Ray, une femme avec deux enfants, vit dans un mobile home déglingué dans une bourgade à deux pas de la frontiète US-Canada. Son mari est parti jouer l’argent destiné à acheter une nouvelle maison mobile et son job de vendeuse ne tient plus qu’à un fil. Sa situation est donc inquiétante. Une indienne, Lila, lui fauche sa voiture et, l’ayant récupérée, Ray s’intéresse à la femme. Celle-ci lui propose d’arrondir ses fins de mois en faisant passer la frontière, dans son coffre, à des clandestins qui croient encore au rêve américain. Ce "passage" qui ne devait être qu’occasionnel devient vite une habitude.

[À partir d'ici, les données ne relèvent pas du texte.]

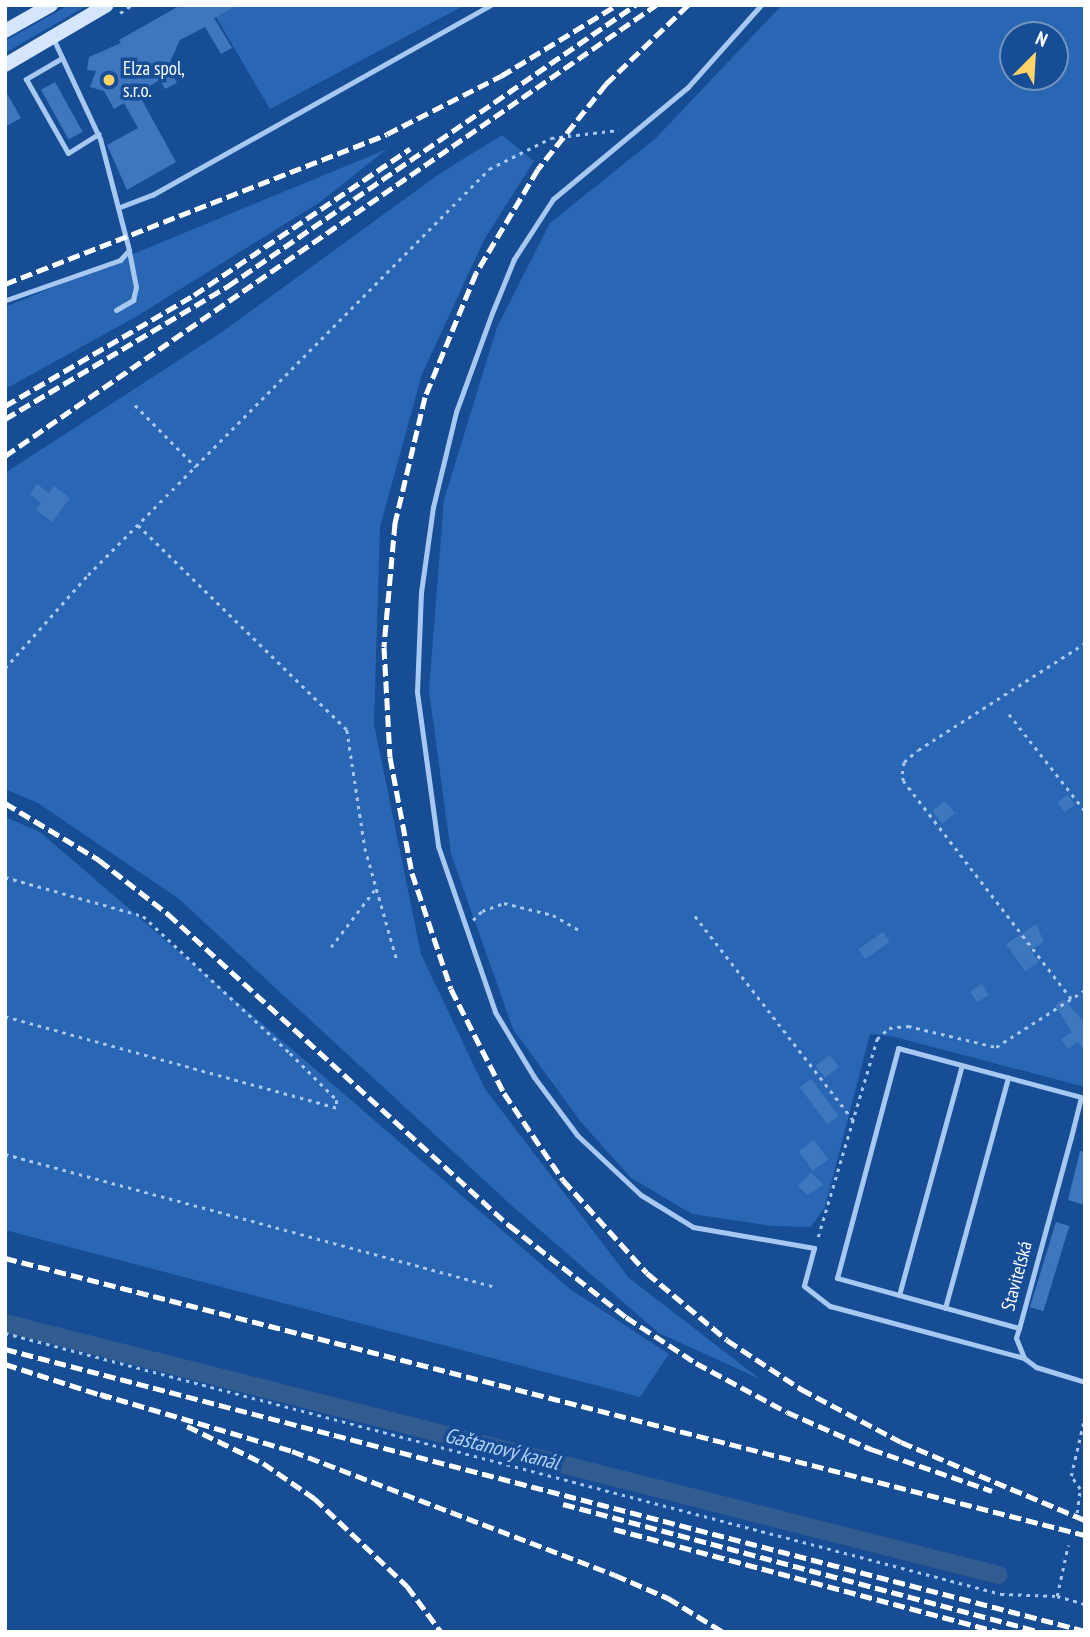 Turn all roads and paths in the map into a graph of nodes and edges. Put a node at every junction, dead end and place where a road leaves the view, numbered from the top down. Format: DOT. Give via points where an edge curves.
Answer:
graph roads {
  1 [pos="51,5"];
  2 [pos="107,5"];
  3 [pos="490,5"];
  4 [pos="761,5"];
  5 [pos="5,31"];
  6 [pos="53,38"];
  7 [pos="62,58"];
  8 [pos="5,65"];
  9 [pos="640,127"];
  10 [pos="98,134"];
  11 [pos="120,207"];
  12 [pos="129,250"];
  13 [pos="6,300"];
  14 [pos="116,310"];
  15 [pos="135,405"];
  16 [pos="196,467"];
  17 [pos="138,525"];
  18 [pos="1085,643"];
  19 [pos="5,668"];
  20 [pos="1009,714"];
  21 [pos="1085,811"];
  22 [pos="5,877"];
  23 [pos="376,888"];
  24 [pos="695,916"];
  25 [pos="464,929"];
  26 [pos="579,930"];
  27 [pos="331,947"];
  28 [pos="397,960"];
  29 [pos="1085,990"];
  30 [pos="1071,999"];
  31 [pos="5,1017"];
  32 [pos="962,1065"];
  33 [pos="1008,1077"];
  34 [pos="855,1122"];
  35 [pos="5,1154"];
  36 [pos="814,1248"];
  37 [pos="496,1287"];
  38 [pos="899,1295"];
  39 [pos="945,1308"];
  40 [pos="1019,1328"];
  41 [pos="5,1333"];
  42 [pos="1024,1358"];
  43 [pos="1085,1382"];
  44 [pos="1085,1416"];
  45 [pos="1077,1513"];
  46 [pos="1068,1545"];
  47 [pos="1057,1596"];
  48 [pos="1085,1604"];
  1 -- 5 [label="main road"];
  2 -- 6 [label="main road"];
  3 -- 11 [label="lane" via="152,195"];
  4 -- 9 [label="lane" via="688,87"];
  6 -- 7 [label="lane"];
  6 -- 8 [label="main road"];
  7 -- 10 [label="lane"];
  7 -- 10 [label="lane" via="26,79 68,153"];
  9 -- 16 [label="path" via="551,138 489,169"];
  9 -- 25 [label="lane" via="553,199 514,258 456,412 433,507 421,592 417,692 438,846"];
  10 -- 11 [label="lane"];
  11 -- 12 [label="lane"];
  12 -- 13 [label="lane" via="120,260"];
  12 -- 14 [label="lane" via="136,287 133,300"];
  15 -- 16 [label="path"];
  16 -- 17 [label="path"];
  17 -- 19 [label="path"];
  17 -- 23 [label="path" via="346,730 365,849"];
  18 -- 30 [label="path" via="918,750 904,762 903,781"];
  20 -- 21 [label="path"];
  22 -- 31 [label="path" via="143,916 290,1053 337,1100 337,1108"];
  23 -- 27 [label="path"];
  23 -- 28 [label="path"];
  24 -- 34 [label="path"];
  25 -- 26 [label="path" via="482,911 504,904 553,915"];
  25 -- 36 [label="lane" via="495,1012 534,1077 577,1135 641,1195 693,1227"];
  29 -- 30 [label="path"];
  30 -- 34 [label="path" via="996,1047 908,1026 889,1028 877,1039"];
  32 -- 33 [label="lane"];
  32 -- 38 [label="lane"];
  32 -- 38 [label="lane" via="898,1048 836,1278"];
  33 -- 39 [label="lane"];
  33 -- 40 [label="lane, Staviteľská" via="1082,1097"];
  34 -- 36 [label="path"];
  35 -- 37 [label="path"];
  36 -- 42 [label="lane" via="804,1286 830,1306"];
  38 -- 39 [label="lane"];
  39 -- 40 [label="lane"];
  40 -- 42 [label="lane, Staviteľská" via="1016,1338"];
  41 -- 47 [label="path" via="1001,1594"];
  42 -- 43 [label="lane" via="1035,1367"];
  44 -- 45 [label="path" via="1071,1476 1080,1489"];
  46 -- 47 [label="path"];
  47 -- 48 [label="path"];
}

L’argent n’a pas d’odeur, comme on dit. Ray s’interdit de faire passer d’éventuels terroristes (elle possède la télé dans son mobile home) mais ne rechigne pas à charger des asiatiques, traitées comme des chiennes, pour des ordures, exploiteurs de la misère humaine. Il y a donc une ambiguïté mais nous ne sommes pas gênés car la misère dans laquelle vivent Ray et Lila justifie, en partie, cette lutte désespérée pour raffler quelques billets, acheter un jouet au petit et donner le minimum aux enfants pour déjeuner le midi en ville.

Ce film, noir, est dominé par la blancheur de cette région glaciale et par la rivière St Lawrence gelée que les femmes doivent traverser pour livrer leur marchandise humaine. Hunt filme cette histoire sans chipoter ni nous infliger les merveilleux couchers de soleil sur la glace. Nous sommes dans le froid, la souffrance, la survie. Les actrices, sobres, touchantes, expriment le maximum avec leurs yeux et, concernant Ray, ses rides la font belle, envers et contre tout. Il s’agit d’une réussite, évidemment, à mettre au crédit du film noir qui n’a rien à voir avec le film policier, comme chacun sait. Mais c’est bien de le redire au moment où paraît Diamant 13.